Canada: Protecting IP In China: The Utility Model Opportunity

Last Updated: July 15 2019
Article by Jayde Wood and Jennifer A. Marles

With a population of 1.3 billion, China is the world's second-largest economy and represents an exciting developing global market. International entities are increasingly establishing a footing in the Chinese market, as evidenced by the number of Chinese patent applications filed by non-Chinese foreign entities. Last year, a total of 148,187 invention patent applications were filed by foreign entities, which is about 10% of the total number of invention patent applications filed in China. In the same year, 7,260 applications for utility models were filed by foreign entities, which is just less than 0.5% of the total number of utility model applications filed in China. Compared to invention patents, utility models are massively under-utilized in China by foreign entities and therefore present an opportunity for foreign entities to better protect their IP in China.

What Are Utility Models?

Similar to Australia, Germany, Japan and Korea, China offers three types of patent rights: invention, utility model and design. A utility model is sometimes referred to as a "small invention" in China because it involves a lower level of inventiveness, has a shorter term of protection, and costs less to acquire than an invention patent. Because utility models are not available in North America, many Canadian companies are unfamiliar with them, and may not even know that such protection exists.

A utility model protects any new technical solution relating to the shape of a product, structure of a product, or a combination thereof, which is fit for practical use. In other words, utility models do not protect (i) merely decorative features, (ii) compositions of matter, (iii) methods, processes or improvements in such, or (iv) a product with an unfixed shape, for example materials in powdered or liquid state.

The term of protection for utility models is 10 years.

Utility models are typically issued without substantive examination. However, substantive examination is important to creating enforceable IP rights. Substantive examination can be requested by the owner of a utility model or any interested third party after the utility model is registered. During substantive examination, the Chinese National Intellectual Property Administration conducts prior art searches and issues a patent evaluation report analyzing whether the issued utility model is valid. Such a patent evaluation report may be required by the People's Court or the IP Administrative Authority as evidence in a utility model infringement lawsuit. Additionally, to block the export of potentially infringing products abroad, the patentee needs to record the relevant utility model and its corresponding patent evaluation report with the Chinese General Administration of Customs.

What Are Some Advantages of Utility Models?

a) Useful for Inventions with Marginal Inventiveness

Utility models can be particularly useful for inventions with marginal inventiveness, where invention patents may be unavailable or difficult to obtain.
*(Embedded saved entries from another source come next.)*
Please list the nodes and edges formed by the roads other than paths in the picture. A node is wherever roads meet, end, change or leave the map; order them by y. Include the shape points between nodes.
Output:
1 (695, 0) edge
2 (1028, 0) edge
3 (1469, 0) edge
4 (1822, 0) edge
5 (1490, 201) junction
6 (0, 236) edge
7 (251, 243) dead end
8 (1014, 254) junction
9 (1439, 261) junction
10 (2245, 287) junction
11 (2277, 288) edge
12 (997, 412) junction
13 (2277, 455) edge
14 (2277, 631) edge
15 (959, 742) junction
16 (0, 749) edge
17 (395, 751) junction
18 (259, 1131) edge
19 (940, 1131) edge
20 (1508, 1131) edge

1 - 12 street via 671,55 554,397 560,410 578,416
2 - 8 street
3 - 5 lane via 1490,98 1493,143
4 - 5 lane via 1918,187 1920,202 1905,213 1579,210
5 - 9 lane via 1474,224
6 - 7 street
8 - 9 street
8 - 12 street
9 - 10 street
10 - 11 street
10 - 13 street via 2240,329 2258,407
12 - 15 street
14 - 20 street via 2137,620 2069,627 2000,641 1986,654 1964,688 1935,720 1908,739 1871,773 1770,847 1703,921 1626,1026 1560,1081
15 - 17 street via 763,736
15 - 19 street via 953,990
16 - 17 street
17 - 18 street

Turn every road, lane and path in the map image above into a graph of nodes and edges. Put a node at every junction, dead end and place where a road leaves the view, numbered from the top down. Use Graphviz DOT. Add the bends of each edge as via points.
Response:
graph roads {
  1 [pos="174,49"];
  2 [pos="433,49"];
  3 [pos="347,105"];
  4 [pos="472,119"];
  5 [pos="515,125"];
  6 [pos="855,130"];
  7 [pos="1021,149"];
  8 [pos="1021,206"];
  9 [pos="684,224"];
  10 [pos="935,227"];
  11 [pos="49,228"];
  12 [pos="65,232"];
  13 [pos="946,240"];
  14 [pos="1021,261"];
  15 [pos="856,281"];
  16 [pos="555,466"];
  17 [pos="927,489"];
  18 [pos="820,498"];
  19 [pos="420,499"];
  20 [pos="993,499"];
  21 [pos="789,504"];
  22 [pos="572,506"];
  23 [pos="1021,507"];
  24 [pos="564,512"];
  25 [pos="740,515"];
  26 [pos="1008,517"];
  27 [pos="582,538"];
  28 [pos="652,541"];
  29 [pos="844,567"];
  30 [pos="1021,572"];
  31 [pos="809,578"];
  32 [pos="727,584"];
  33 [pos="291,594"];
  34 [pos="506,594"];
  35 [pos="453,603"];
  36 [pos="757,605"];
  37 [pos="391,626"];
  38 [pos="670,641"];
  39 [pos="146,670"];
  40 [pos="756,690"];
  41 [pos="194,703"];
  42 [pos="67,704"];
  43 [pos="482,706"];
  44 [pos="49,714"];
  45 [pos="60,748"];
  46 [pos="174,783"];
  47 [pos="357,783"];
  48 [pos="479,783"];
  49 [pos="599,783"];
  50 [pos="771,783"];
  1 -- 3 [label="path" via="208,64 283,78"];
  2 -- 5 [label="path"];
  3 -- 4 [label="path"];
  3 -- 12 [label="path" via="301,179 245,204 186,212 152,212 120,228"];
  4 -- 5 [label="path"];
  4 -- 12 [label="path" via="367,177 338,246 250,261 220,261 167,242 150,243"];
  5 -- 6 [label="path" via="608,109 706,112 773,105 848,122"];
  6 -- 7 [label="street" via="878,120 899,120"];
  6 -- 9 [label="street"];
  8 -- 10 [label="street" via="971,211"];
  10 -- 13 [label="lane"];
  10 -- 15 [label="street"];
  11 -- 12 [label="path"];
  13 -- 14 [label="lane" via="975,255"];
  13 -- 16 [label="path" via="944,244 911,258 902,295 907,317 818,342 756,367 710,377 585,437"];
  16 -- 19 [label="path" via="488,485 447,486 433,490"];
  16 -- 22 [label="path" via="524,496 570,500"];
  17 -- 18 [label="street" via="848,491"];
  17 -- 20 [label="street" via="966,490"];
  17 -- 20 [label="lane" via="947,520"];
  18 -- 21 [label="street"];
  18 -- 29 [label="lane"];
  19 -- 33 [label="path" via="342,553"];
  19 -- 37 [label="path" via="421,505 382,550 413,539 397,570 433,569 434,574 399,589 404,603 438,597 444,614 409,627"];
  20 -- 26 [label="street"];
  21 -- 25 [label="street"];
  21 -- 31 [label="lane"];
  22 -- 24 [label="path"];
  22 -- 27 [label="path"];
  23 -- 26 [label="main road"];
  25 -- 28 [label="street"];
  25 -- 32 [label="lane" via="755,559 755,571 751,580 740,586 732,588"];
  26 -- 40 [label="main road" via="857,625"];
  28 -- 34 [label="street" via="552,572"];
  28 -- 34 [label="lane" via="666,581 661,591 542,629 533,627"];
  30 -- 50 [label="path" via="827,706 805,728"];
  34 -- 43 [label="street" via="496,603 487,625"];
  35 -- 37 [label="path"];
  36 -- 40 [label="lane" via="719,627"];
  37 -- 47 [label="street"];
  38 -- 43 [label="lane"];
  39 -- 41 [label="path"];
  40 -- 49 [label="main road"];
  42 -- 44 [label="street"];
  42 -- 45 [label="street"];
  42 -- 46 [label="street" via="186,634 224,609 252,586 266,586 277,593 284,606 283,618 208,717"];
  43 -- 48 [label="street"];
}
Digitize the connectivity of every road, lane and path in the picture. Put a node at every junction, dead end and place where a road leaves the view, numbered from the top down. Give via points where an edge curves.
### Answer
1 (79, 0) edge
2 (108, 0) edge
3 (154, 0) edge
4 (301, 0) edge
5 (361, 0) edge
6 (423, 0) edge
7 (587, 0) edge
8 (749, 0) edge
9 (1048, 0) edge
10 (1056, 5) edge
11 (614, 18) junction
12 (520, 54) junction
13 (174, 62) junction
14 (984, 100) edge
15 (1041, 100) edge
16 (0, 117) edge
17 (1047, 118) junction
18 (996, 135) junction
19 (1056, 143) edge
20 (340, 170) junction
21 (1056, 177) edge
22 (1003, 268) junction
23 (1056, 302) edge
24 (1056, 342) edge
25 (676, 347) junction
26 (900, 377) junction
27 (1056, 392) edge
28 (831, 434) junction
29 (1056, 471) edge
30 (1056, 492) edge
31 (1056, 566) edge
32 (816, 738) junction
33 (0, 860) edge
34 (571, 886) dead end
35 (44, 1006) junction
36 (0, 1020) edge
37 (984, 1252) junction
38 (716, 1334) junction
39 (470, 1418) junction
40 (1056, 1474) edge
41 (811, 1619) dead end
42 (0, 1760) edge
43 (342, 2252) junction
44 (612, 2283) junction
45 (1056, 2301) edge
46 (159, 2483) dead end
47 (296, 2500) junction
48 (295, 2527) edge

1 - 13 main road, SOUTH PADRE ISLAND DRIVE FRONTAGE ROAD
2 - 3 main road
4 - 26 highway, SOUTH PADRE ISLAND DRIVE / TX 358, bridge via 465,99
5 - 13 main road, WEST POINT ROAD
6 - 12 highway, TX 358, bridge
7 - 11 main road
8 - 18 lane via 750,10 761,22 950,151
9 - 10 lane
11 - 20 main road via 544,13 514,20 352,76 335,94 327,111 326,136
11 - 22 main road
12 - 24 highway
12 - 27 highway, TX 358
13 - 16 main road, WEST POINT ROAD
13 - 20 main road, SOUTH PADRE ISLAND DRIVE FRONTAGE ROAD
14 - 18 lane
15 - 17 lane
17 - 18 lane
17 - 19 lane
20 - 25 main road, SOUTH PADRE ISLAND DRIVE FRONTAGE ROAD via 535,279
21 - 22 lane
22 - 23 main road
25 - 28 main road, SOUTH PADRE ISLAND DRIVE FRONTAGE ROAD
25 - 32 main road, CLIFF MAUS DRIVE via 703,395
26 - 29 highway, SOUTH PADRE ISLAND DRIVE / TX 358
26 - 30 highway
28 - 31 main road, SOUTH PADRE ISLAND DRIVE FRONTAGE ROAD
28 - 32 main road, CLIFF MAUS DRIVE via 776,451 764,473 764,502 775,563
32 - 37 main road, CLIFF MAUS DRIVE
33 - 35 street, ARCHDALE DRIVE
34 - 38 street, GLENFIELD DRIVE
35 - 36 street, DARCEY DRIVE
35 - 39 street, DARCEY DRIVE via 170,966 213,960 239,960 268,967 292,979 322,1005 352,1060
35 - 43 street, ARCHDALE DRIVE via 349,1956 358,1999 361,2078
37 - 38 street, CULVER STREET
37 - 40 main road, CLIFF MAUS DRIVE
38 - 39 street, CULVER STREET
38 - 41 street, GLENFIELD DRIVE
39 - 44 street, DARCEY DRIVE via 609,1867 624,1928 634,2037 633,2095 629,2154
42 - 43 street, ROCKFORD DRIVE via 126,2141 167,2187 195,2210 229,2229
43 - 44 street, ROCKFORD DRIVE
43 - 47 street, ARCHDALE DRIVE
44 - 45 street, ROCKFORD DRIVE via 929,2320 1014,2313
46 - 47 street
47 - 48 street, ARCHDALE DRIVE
A utility model requires a relatively lower level of inventiveness than an invention patent. Chinese patent law defines "inventiveness" in the context of an invention patent as "the invention has prominent substantive features and represents a notable progress". In contrast, "inventiveness" in the context of a utility model is defined as "the utility model has substantive features and represents progress", thereby only requiring merely some degree of progress over the prior art.

Utility model and invention patent applications can be filed for the same invention. As discussed above, a utility model is typically obtained without substantive examination and it provides enforceable IP rights (subject to substantive examination prior to successful enforcement). This can be especially helpful if an invention patent application does not mature into a granted patent after substantive examination for lack of inventiveness.

b) Less Expensive to Prosecute and Quicker to Obtain

Utility models can also be useful where there is no significant budget for a Chinese invention patent application and/or where IP rights need to be quickly obtained.

Utility model applications are less expensive to prosecute and proceed more quickly to grant than invention patent applications. Chinese patent law does not require substantive examination of utility model applications before they proceed to grant. This allows the cost of substantive examination to be deferred until such later time as it becomes desirable to enforce rights in the utility model, for example once it is known that the utility model is valuable.

However, a utility model is not merely a formal registration and the application undergoes a preliminary examination during which formality and claim language, among other things, are examined. It is not atypical for a utility model application to receive an office action. Nonetheless, utility models can be obtained quickly, i.e. typically within one year. A utility model can provide quick, short term IP protection in China to prevent competitive manufacturing during the time when a corresponding invention patent application for the same invention remains pending, which is typically two to three years.

c) Longer Protection

When both utility model and invention patent applications are filed for the same invention, the relatively quick time from filing to grant of a utility model combined with the longer-term of an invention patent (20 years) leads to an extended period of protection as compared to filing for either type of protection alone.

When both utility model and invention patent applications are filed for the same invention, the utility model application usually proceeds to grant first. When the invention patent application later proceeds to grant, the utility model must be abandoned and the invention patent will continue to protect the claimed invention, thereby leading to an extended period of protection than relying solely on an invention patent.